--- Records for this task Enclosed Below ---

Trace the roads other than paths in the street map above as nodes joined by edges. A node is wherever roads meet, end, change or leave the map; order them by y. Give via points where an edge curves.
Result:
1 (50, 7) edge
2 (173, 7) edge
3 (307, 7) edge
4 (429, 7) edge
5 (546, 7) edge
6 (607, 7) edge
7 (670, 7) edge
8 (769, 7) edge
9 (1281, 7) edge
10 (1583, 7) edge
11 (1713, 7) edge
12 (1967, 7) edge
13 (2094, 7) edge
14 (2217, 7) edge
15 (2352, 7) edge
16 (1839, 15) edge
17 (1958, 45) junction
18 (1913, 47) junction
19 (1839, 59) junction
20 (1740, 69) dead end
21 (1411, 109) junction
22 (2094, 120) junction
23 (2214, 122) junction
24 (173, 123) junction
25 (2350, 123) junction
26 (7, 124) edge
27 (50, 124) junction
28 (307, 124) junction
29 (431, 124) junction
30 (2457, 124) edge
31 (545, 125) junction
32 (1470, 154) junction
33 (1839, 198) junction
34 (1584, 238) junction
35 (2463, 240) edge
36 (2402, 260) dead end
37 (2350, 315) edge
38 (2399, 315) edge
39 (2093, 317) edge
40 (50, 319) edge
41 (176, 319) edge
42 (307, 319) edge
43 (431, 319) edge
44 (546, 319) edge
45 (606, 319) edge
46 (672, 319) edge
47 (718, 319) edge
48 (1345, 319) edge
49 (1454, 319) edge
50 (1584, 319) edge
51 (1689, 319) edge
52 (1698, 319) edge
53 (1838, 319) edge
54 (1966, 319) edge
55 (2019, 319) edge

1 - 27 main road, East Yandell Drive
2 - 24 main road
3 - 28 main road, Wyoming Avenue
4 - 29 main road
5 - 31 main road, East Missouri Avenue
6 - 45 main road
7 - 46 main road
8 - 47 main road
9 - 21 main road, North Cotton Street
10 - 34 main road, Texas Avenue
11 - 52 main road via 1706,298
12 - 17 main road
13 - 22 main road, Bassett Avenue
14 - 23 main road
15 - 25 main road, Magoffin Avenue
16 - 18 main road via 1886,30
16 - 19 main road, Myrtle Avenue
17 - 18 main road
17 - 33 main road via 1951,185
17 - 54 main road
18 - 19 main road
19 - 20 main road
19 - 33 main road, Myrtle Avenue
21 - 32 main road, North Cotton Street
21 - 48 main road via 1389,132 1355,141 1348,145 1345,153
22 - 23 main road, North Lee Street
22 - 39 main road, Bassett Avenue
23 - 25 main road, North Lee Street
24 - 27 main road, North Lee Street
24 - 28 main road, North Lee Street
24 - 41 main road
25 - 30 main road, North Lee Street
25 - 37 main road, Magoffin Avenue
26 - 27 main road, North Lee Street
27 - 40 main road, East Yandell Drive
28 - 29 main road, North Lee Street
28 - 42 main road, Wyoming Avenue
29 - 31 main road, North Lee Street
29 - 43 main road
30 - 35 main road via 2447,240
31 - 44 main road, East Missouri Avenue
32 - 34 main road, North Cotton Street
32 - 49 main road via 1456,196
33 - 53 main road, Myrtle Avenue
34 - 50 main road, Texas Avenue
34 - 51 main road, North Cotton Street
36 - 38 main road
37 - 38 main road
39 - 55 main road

--- End of Enclosed Records for this task ---

What you need to do:
Every line above that contains the word "dead" should be reported.

Exercise solution:
20 (1740, 69) dead end
36 (2402, 260) dead end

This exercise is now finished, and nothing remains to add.